CHARLESTON — Senators balked at giving school boards a one-year reprieve in paying retiree benefits Wednesday but approved a plan to bail out troubled municipal pension funds.
By suspending its rules, the Senate raced through the special session agenda, save for Gov. Joe Manchin’s bid to let county payments into Other Post Employment Benefits ride for a year.
Delegates advanced bills to today’s third reading, or voting stage, with a right to amend and House Majority Leader Brent Boggs, D-Braxton, said the OPEB measure is still alive since it remains on the calendar.
“We’re planning to move the bill forward at this point,” he said.
Manchin’s defeat came in the Senate Finance Committee, whose chairman, Sen. Walt Helmick, D-Pocahontas, said the matter is too large and complex to stall at this stage with the one-year reprieve for school boards.
“It is the biggest issue facing this state,” Helmick said.
“It distracts us from doing basically anything else we want to do. I don’t want to play games with anybody, just address this issue.”
Manchin planned to huddle with senators Wednesday night, saying he was puzzled by the committee action since his approach was merely to forestall county OPEB payments for one year while the liability mounts.

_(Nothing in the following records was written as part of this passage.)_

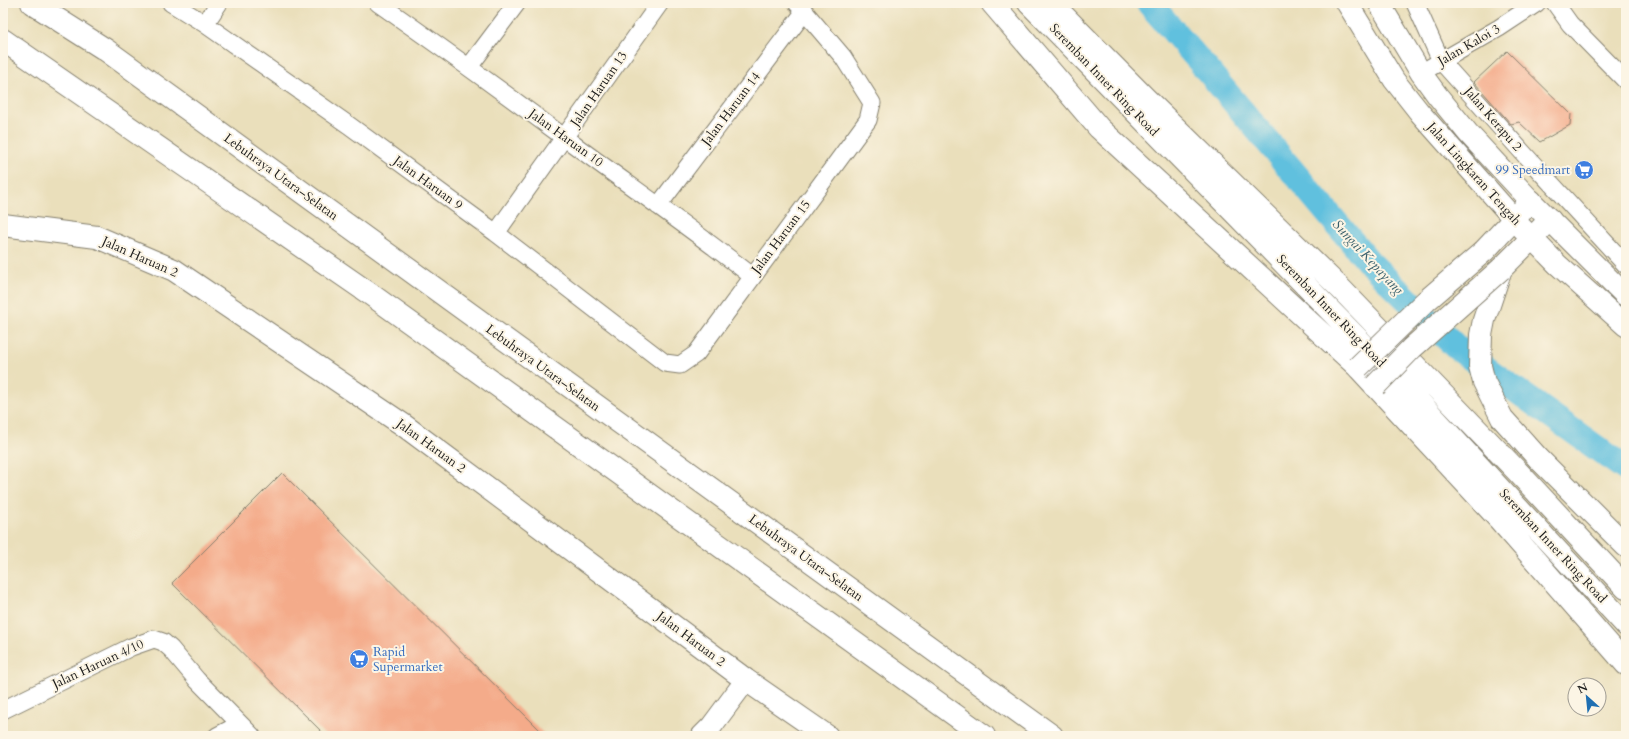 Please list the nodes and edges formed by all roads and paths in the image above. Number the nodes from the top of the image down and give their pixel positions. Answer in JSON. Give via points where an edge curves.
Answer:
{"nodes":[{"id":1,"x":32,"y":3,"type":"edge"},
{"id":2,"x":171,"y":3,"type":"edge"},
{"id":3,"x":219,"y":3,"type":"edge"},
{"id":4,"x":378,"y":3,"type":"edge"},
{"id":5,"x":517,"y":3,"type":"edge"},
{"id":6,"x":660,"y":3,"type":"edge"},
{"id":7,"x":992,"y":3,"type":"edge"},
{"id":8,"x":1029,"y":3,"type":"edge"},
{"id":9,"x":1051,"y":3,"type":"edge"},
{"id":10,"x":1347,"y":3,"type":"edge"},
{"id":11,"x":1379,"y":3,"type":"edge"},
{"id":12,"x":1414,"y":3,"type":"edge"},
{"id":13,"x":1537,"y":3,"type":"edge"},
{"id":14,"x":1555,"y":3,"type":"edge"},
{"id":15,"x":801,"y":7,"type":"edge"},
{"id":16,"x":205,"y":24,"type":"junction"},
{"id":17,"x":3,"y":40,"type":"edge"},
{"id":18,"x":1441,"y":61,"type":"junction"},
{"id":19,"x":468,"y":67,"type":"junction"},
{"id":20,"x":1421,"y":72,"type":"junction"},
{"id":21,"x":1626,"y":81,"type":"edge"},
{"id":22,"x":564,"y":138,"type":"junction"},
{"id":23,"x":1531,"y":201,"type":"junction"},
{"id":24,"x":658,"y":206,"type":"junction"},
{"id":25,"x":1514,"y":219,"type":"junction"},
{"id":26,"x":1550,"y":220,"type":"junction"},
{"id":27,"x":3,"y":225,"type":"edge"},
{"id":28,"x":496,"y":233,"type":"junction"},
{"id":29,"x":1532,"y":238,"type":"junction"},
{"id":30,"x":1626,"y":265,"type":"edge"},
{"id":31,"x":1501,"y":269,"type":"junction"},
{"id":32,"x":1626,"y":273,"type":"edge"},
{"id":33,"x":752,"y":276,"type":"junction"},
{"id":34,"x":1605,"y":277,"type":"junction"},
{"id":35,"x":1626,"y":296,"type":"edge"},
{"id":36,"x":1626,"y":326,"type":"edge"},
{"id":37,"x":680,"y":365,"type":"joint"},
{"id":38,"x":1358,"y":367,"type":"junction"},
{"id":39,"x":1375,"y":386,"type":"junction"},
{"id":40,"x":1626,"y":546,"type":"edge"},
{"id":41,"x":1626,"y":588,"type":"edge"},
{"id":42,"x":1626,"y":626,"type":"edge"},
{"id":43,"x":1626,"y":664,"type":"edge"},
{"id":44,"x":746,"y":680,"type":"junction"},
{"id":45,"x":3,"y":710,"type":"edge"},
{"id":46,"x":240,"y":724,"type":"junction"},
{"id":47,"x":217,"y":736,"type":"edge"},
{"id":48,"x":252,"y":736,"type":"edge"},
{"id":49,"x":702,"y":736,"type":"edge"},
{"id":50,"x":826,"y":736,"type":"edge"},
{"id":51,"x":984,"y":736,"type":"edge"},
{"id":52,"x":1052,"y":736,"type":"edge"}],
"edges":[{"from":1,"to":52,"type":"main road","name":"Lebuhraya Utara–Selatan","via":[[106,50]]},
{"from":2,"to":16,"type":"street","name":"Jalan Haruan 9"},
{"from":3,"to":16,"type":"street"},
{"from":4,"to":19,"type":"street","name":"Jalan Haruan 10"},
{"from":5,"to":19,"type":"street"},
{"from":6,"to":22,"type":"street","name":"Jalan Haruan 13"},
{"from":7,"to":38,"type":"main road","via":[[1099,128]]},
{"from":8,"to":42,"type":"main road","name":"Seremban Inner Ring Road","via":[[1414,395]]},
{"from":9,"to":41,"type":"main road","name":"Seremban Inner Ring Road","via":[[1341,289]]},
{"from":10,"to":25,"type":"street","name":"Jalan Lingkaran Tengah","via":[[1394,80]]},
{"from":11,"to":20,"type":"street","name":"Jalan Lingkaran Tengah"},
{"from":12,"to":18,"type":"street","name":"Jalan Kerapu 2"},
{"from":13,"to":18,"type":"street","name":"Jalan Kaloi 3"},
{"from":14,"to":21,"type":"street","via":[[1570,24]]},
{"from":15,"to":24,"type":"street","name":"Jalan Haruan 14"},
{"from":15,"to":33,"type":"street","name":"Jalan Haruan 15","via":[[843,58],[872,103],[868,120]]},
{"from":16,"to":28,"type":"street","name":"Jalan Haruan 9"},
{"from":17,"to":51,"type":"main road","via":[[373,296]]},
{"from":18,"to":20,"type":"street","name":"Jalan Kaloi 3"},
{"from":18,"to":30,"type":"street","name":"Jalan Kerapu 2"},
{"from":19,"to":22,"type":"street","name":"Jalan Haruan 10"},
{"from":20,"to":23,"type":"street","name":"Jalan Lingkaran Tengah","via":[[1468,133]]},
{"from":22,"to":24,"type":"street","name":"Jalan Haruan 10"},
{"from":22,"to":28,"type":"street","name":"Jalan Haruan 13"},
{"from":23,"to":25,"type":"main road"},
{"from":23,"to":26,"type":"street","name":"Jalan Lingkaran Tengah"},
{"from":24,"to":33,"type":"street","name":"Jalan Haruan 10"},
{"from":25,"to":29,"type":"street","name":"Jalan Lingkaran Tengah"},
{"from":25,"to":38,"type":"main road","bridge":true,"via":[[1484,251],[1426,301]]},
{"from":26,"to":29,"type":"main road"},
{"from":26,"to":34,"type":"street","name":"Jalan Lingkaran Tengah"},
{"from":27,"to":44,"type":"main road","name":"Jalan Haruan 2","via":[[97,237],[174,270],[402,424]]},
{"from":28,"to":37,"type":"street","name":"Jalan Haruan 9","via":[[664,363]]},
{"from":29,"to":31,"type":"main road"},
{"from":29,"to":36,"type":"street","name":"Jalan Lingkaran Tengah"},
{"from":31,"to":39,"type":"main road","bridge":true,"via":[[1412,348]]},
{"from":31,"to":40,"type":"main road","via":[[1484,320],[1480,349],[1480,366],[1492,400],[1502,418],[1538,458]]},
{"from":32,"to":34,"type":"street"},
{"from":33,"to":37,"type":"street","name":"Jalan Haruan 15","via":[[696,354]]},
{"from":34,"to":35,"type":"street","name":"Jalan Lingkaran Tengah"},
{"from":38,"to":39,"type":"main road"},
{"from":39,"to":43,"type":"main road","via":[[1499,518]]},
{"from":44,"to":49,"type":"street"},
{"from":44,"to":50,"type":"main road","name":"Jalan Haruan 2"},
{"from":45,"to":46,"type":"street","name":"Jalan Haruan 4/10","via":[[131,647],[154,639],[171,649]]},
{"from":46,"to":47,"type":"street"},
{"from":46,"to":48,"type":"street","name":"Jalan Haruan 4/10"}]}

“I don’t know whether there’s a misunderstanding, or just basically they have not been comfortable, thinking we’re assuming liability for the counties,” the governor said.
“That’s not it at all.”
Manchin said both houses realize the issue is a serious one and needs to be worked through for a solution, adding lawmakers might prefer to tackle it in January.

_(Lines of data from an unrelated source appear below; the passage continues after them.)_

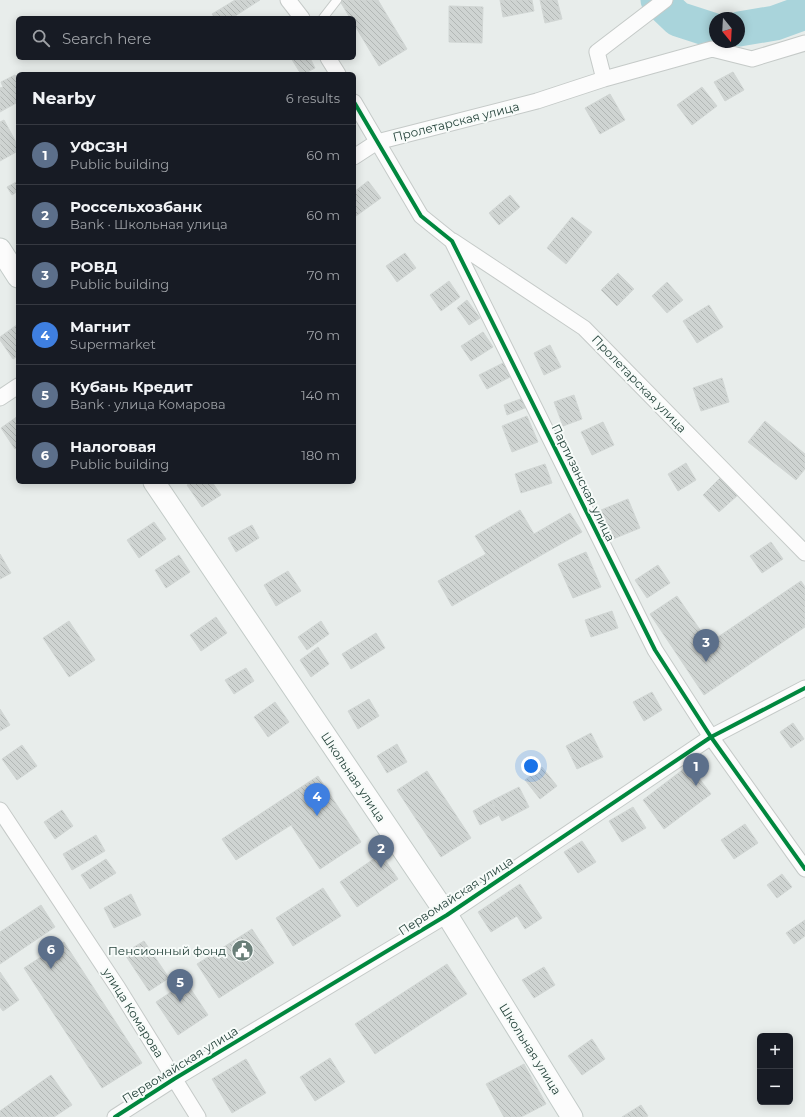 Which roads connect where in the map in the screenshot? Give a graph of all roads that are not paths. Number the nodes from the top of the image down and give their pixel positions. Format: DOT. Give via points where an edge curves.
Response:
graph roads {
  1 [pos="288,0"];
  2 [pos="337,0"];
  3 [pos="665,0"];
  4 [pos="300,16"];
  5 [pos="325,16"];
  6 [pos="805,43"];
  7 [pos="329,60"];
  8 [pos="337,72"];
  9 [pos="604,80"];
  10 [pos="356,105"];
  11 [pos="377,142"];
  12 [pos="356,156"];
  13 [pos="452,241"];
  14 [pos="0,249"];
  15 [pos="16,274"];
  16 [pos="16,387"];
  17 [pos="0,398"];
  18 [pos="155,484"];
  19 [pos="805,553"];
  20 [pos="805,688"];
  21 [pos="711,737"];
  22 [pos="0,810"];
  23 [pos="805,869"];
  24 [pos="447,915"];
  25 [pos="174,1079"];
  26 [pos="115,1117"];
  27 [pos="198,1117"];
  28 [pos="572,1117"];
  1 -- 4 [label="street"];
  2 -- 5 [label="lane"];
  3 -- 9 [label="street" via="597,52"];
  6 -- 9 [label="street, Пролетарская улица" via="752,59 712,49"];
  7 -- 8 [label="street"];
  9 -- 11 [label="street, Пролетарская улица" via="537,101"];
  10 -- 11 [label="street, Партизанская улица"];
  11 -- 12 [label="street, Пролетарская улица"];
  11 -- 13 [label="street, Партизанская улица" via="421,216"];
  13 -- 19 [label="street, Пролетарская улица" via="584,328"];
  13 -- 21 [label="street, Партизанская улица" via="654,650"];
  14 -- 15 [label="street"];
  16 -- 17 [label="street"];
  18 -- 24 [label="street, Школьная улица"];
  20 -- 21 [label="street, Первомайская улица"];
  21 -- 23 [label="street, Партизанская улица"];
  21 -- 24 [label="street, Первомайская улица"];
  22 -- 25 [label="street, улица Комарова" via="118,988"];
  24 -- 25 [label="street, Первомайская улица"];
  24 -- 28 [label="street, Школьная улица"];
  25 -- 26 [label="street, Первомайская улица"];
  25 -- 27 [label="street, улица Комарова"];
}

“I thought we were OK and I thought everybody was on agreement,” the governor said.
Helmick said the Manchin proposal wasn’t clear as to what direction the governor had in mind in dealing with OPEB.
“The time has come in West Virginia we can no longer put something under the table, under the rug,” he said.
“It’s got to be put up on front. We need to see who owns this issue and how much it is. I think the state is on the hook for a huge amount of obligation.”
Many school boards have vowed to sue the state over the matter.
With one dissenting vote, the chamber approved a three-pronged gas tax bill.
One part eliminates the reduction of the flat rate component in the fuel tax from 20.5 cents per gallon to 15.5. Otherwise, the Legislature would have to extend the 5-cent hike again in 2013.
A second portion raises the minimum average wholesale price in the escalator to no less than $2.34 a gallon.
“We’re stabilizing it,” Helmick aid.
Under the bill, the variable component cannot fall below 5 percent of $2.34, the senator explained.
Helmick said the state forfeited $142 million by abandoning the built-in escalator that is based on the price between July and October each year.
A third part of the measure opens the door to dump the remaining $27 million of $40 million siphoned from the general revenue account two years to the struggling Division of Highways. There is one caveat — that money must be dedicated to secondary roads.
Sen. Dan Foster, D-Kanawha, who spearheaded a task force on municipal pensions, explained the “Huntington Plan” calls for cities to voluntarily amortize pension accounts over a four-decade span.
New hires would be placed into a fresh account, guarded by the Consolidated Public Retirement Board.
“My hope is that this legislation will put municipalities on the road to fiscal sustainability,” Foster said.